Goal of the exercise =
Go through the entries below and copy each line containing the word "Avenue".

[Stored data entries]
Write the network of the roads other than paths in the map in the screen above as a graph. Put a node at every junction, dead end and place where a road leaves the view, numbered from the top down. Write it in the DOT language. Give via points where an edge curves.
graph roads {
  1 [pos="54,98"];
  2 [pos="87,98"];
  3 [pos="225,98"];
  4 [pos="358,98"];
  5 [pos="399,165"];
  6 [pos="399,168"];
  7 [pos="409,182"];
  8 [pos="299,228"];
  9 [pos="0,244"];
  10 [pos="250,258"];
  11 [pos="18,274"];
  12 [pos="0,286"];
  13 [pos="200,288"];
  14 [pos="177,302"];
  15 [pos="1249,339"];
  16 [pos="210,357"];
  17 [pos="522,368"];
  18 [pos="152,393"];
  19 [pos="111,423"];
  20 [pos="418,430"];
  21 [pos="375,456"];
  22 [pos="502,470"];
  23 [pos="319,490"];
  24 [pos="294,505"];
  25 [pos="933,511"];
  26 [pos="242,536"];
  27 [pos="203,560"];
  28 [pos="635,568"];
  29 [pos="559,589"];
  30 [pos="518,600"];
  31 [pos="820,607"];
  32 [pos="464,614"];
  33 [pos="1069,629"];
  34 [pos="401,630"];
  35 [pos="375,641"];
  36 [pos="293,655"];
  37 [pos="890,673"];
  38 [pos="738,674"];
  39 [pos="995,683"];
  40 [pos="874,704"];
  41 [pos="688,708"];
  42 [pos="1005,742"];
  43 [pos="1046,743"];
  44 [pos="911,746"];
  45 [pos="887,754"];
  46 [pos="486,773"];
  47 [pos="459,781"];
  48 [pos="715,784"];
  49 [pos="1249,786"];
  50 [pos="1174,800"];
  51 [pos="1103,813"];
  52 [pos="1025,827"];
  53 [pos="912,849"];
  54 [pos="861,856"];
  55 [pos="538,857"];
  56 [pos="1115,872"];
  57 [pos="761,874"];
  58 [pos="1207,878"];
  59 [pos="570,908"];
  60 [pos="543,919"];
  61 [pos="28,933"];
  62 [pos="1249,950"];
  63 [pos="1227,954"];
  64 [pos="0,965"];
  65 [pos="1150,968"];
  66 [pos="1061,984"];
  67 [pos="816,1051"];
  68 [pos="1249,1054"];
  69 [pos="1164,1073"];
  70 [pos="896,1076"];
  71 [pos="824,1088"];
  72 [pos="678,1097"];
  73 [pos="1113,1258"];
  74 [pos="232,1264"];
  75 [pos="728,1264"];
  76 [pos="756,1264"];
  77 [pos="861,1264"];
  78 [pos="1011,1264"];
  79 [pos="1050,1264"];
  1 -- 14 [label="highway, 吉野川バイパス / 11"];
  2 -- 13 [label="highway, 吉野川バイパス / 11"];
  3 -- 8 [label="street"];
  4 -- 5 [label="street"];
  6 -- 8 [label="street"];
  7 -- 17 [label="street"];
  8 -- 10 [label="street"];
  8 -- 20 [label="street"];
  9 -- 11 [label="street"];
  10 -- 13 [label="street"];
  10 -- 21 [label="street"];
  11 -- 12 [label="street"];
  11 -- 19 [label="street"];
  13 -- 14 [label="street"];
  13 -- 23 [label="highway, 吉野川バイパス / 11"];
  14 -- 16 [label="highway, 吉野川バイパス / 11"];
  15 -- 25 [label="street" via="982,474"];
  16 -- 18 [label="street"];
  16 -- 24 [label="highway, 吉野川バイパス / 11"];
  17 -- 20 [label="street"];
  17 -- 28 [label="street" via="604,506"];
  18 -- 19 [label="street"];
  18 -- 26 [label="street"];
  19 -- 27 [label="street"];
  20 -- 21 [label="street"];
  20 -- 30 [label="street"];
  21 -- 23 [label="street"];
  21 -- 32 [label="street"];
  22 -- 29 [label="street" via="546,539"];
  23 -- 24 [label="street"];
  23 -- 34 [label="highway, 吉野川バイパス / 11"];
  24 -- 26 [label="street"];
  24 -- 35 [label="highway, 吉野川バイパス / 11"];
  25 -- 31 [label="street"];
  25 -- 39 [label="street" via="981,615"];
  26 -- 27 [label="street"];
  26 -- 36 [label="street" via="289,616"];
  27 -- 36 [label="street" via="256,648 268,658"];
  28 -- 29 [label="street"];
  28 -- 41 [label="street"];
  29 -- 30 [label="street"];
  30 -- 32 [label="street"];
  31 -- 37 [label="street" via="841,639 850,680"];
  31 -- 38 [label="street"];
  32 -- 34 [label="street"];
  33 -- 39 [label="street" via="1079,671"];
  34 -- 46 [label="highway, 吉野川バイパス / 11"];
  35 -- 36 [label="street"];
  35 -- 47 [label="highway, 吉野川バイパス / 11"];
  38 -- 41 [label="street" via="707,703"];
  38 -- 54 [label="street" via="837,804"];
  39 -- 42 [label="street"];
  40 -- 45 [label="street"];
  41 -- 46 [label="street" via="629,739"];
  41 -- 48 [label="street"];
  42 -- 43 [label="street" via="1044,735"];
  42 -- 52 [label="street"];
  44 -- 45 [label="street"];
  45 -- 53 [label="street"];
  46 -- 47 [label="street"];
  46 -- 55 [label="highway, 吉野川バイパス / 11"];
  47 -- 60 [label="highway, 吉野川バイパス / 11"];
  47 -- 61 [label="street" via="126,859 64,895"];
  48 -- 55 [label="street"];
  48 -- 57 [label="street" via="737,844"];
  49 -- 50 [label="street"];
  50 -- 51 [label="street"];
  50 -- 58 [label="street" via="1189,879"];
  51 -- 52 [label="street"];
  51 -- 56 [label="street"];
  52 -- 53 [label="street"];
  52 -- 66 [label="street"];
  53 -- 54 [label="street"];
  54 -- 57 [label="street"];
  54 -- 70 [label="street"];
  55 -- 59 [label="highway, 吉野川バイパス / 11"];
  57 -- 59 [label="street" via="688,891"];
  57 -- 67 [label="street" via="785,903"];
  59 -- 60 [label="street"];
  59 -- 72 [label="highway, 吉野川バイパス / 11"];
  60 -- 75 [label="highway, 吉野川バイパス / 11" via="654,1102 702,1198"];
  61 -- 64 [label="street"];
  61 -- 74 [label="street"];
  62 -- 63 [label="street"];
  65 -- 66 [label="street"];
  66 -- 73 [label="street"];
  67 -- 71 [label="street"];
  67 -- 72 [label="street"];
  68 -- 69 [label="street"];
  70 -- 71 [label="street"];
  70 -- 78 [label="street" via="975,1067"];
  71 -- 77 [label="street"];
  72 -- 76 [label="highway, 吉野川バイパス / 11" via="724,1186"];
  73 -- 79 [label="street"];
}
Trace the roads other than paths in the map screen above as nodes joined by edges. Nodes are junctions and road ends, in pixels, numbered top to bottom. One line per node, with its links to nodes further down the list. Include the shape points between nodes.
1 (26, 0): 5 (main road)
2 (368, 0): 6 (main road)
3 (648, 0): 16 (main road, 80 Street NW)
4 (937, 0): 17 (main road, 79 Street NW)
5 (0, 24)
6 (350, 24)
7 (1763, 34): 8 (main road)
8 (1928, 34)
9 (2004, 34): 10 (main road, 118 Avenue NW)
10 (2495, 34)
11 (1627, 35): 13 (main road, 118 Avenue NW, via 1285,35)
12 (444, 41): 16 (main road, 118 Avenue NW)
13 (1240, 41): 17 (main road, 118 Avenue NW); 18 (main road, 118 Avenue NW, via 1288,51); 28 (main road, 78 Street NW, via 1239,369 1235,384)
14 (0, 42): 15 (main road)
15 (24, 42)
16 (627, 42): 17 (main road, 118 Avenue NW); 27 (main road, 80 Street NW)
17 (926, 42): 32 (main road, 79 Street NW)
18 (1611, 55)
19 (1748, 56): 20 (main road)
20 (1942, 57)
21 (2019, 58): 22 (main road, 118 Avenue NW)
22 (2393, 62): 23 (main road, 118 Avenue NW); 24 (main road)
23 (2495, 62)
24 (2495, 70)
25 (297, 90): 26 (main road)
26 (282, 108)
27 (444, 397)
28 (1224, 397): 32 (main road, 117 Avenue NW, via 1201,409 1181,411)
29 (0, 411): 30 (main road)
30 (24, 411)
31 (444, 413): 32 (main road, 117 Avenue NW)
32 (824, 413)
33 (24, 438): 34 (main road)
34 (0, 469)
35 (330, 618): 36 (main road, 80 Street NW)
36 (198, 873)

Answer area =
9 (2004, 34): 10 (main road, 118 Avenue NW)
11 (1627, 35): 13 (main road, 118 Avenue NW, via 1285,35)
12 (444, 41): 16 (main road, 118 Avenue NW)
13 (1240, 41): 17 (main road, 118 Avenue NW); 18 (main road, 118 Avenue NW, via 1288,51); 28 (main road, 78 Street NW, via 1239,369 1235,384)
16 (627, 42): 17 (main road, 118 Avenue NW); 27 (main road, 80 Street NW)
21 (2019, 58): 22 (main road, 118 Avenue NW)
22 (2393, 62): 23 (main road, 118 Avenue NW); 24 (main road)
28 (1224, 397): 32 (main road, 117 Avenue NW, via 1201,409 1181,411)
31 (444, 413): 32 (main road, 117 Avenue NW)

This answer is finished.